厚生労働省が示している『放課後児童クラブ運営指針』では、「育成支援の基本」は、「子どもが安心して過ごせる生活の場として ふさわしい環境を整え、安全面に配慮すること。また子どもの発達段階に応じた遊びや生活が可能となるように、自主性、社会性、創造性の向上と基本的な生活習慣の確立等により 子どもの健全な育成を図ることを目的とする」と内容と位置付けを明確にしています。学童保育の運営形態が違っても、行うべき支援の重点や全国的な標準仕様を示しています。しかし今年度、本市では環境面でも児童一人あたり1.65㎡に満たないクラブが14クラブあったり、児童への支援も安全の確保を優先させた子守り的・管理的なものやアニメビデオ鑑賞に偏ったものなど、運営指針で示された内容になっていない所が少なからずあります。
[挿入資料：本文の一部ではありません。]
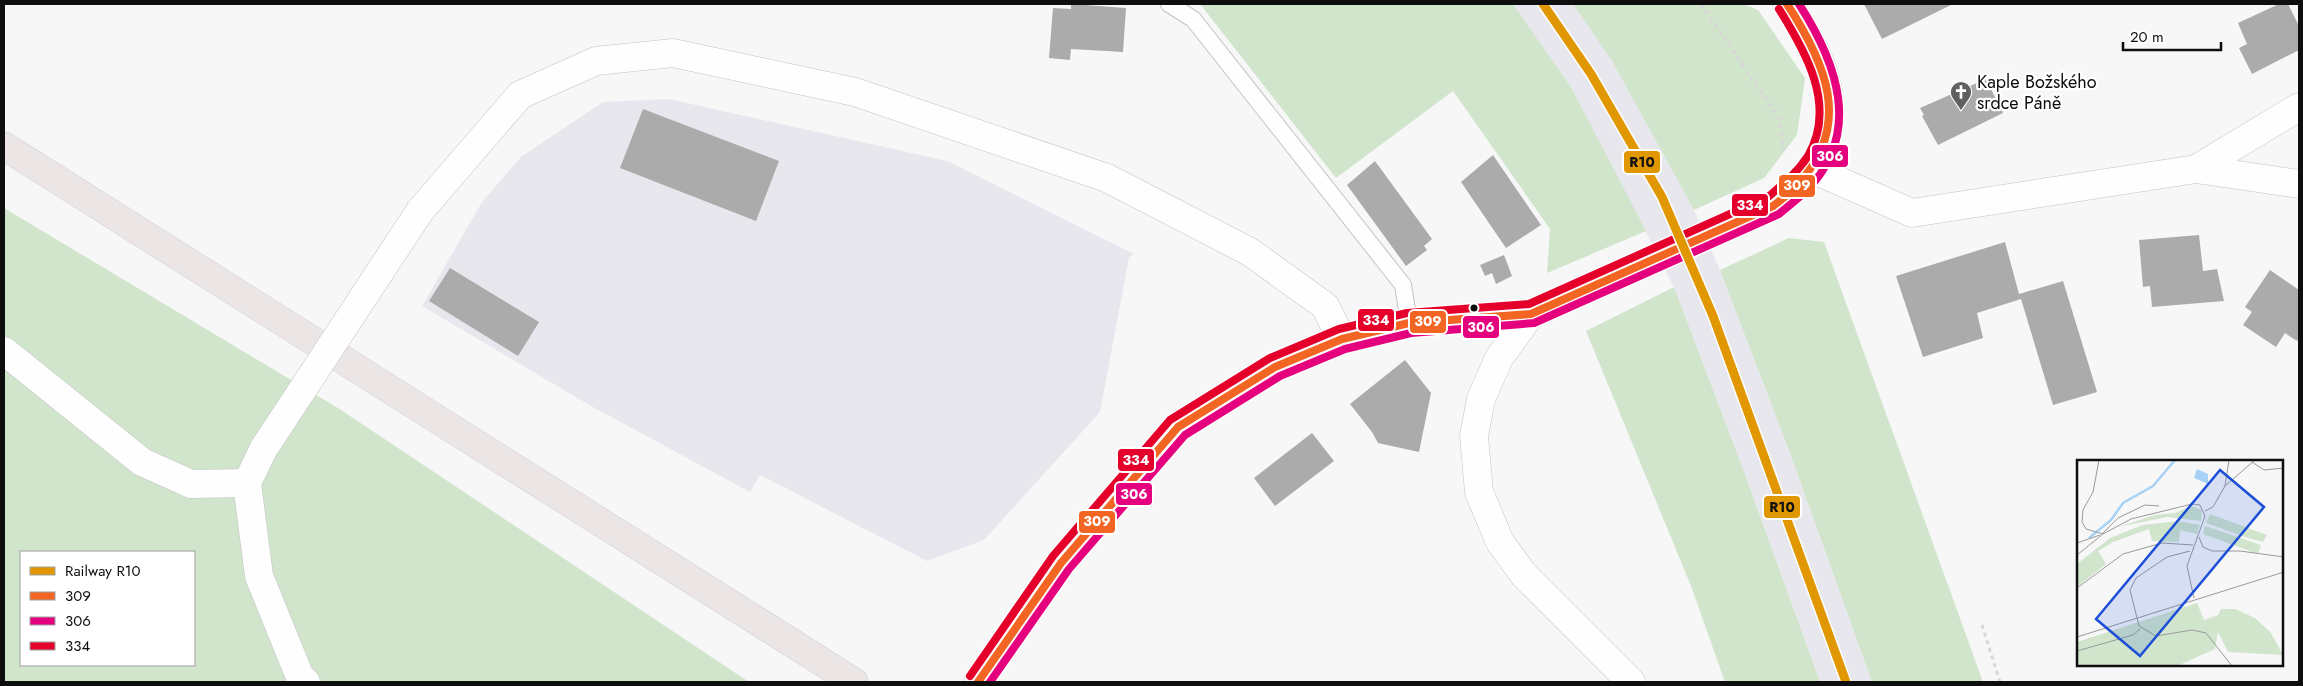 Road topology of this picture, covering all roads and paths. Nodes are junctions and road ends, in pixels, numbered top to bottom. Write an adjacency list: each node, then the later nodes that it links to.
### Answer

本市は『放課後児童クラブ運営指針』をどう受けとめ、クラブ運営事業者や支援員にどのように徹底を図っているか、また運営指針に示された学童保育の内容など、仕様書でどう示し、今後どのように確認・チェックをしていくのか。
子どもたちの発達段階に応じた遊びや生活の支援等、『放課後児童クラブ運営指針』に基づく支援員の資質向上や、生活の場としてふさわしい環境を整えるための改善をどう図るか。
待機児童の解消をはじめ、子どもの実態に応じた環境整備を図るためにも、学童保育への意向確認や入所申請を前倒しで年内に行い、必要な予算化と施設整備等、早期対応を図るべき、対応策をお示しください。

【社会教育部長】
①児童福祉法が改正され法的に位置づけられた事業となり、事業内容の高度化、複雑化など事業全体の厳格化が求められ、事業を取り巻く環境が大きく変化するなか、市の事業と位置づけて委託事業としました。事業者の選定に当たっては、プロポーザル方式を取り入れ、競争原理を原則としながら従来の実績も評価できるような手法を検討しています。12月末までには事業者を決定したい。
②補助金部分の余剰金は返還を求めました。今後は、プロポーザルにより価格競争が働く中、一定、合理的な金額になるものと考えており、業務委託仕様書に沿った事業内容になっているかの内容の精査が必要になると考えている。
③業務委託仕様書は、運営指針に沿ったものにしたい。確認・チェックは、業務委託仕様書に基づき事業が履行されているかの確認をする。
④今年度より市が主体となり、計画的に研修を行っていく予定。生活の場としてふさわしい環境整備は、現状を見ながら検討する。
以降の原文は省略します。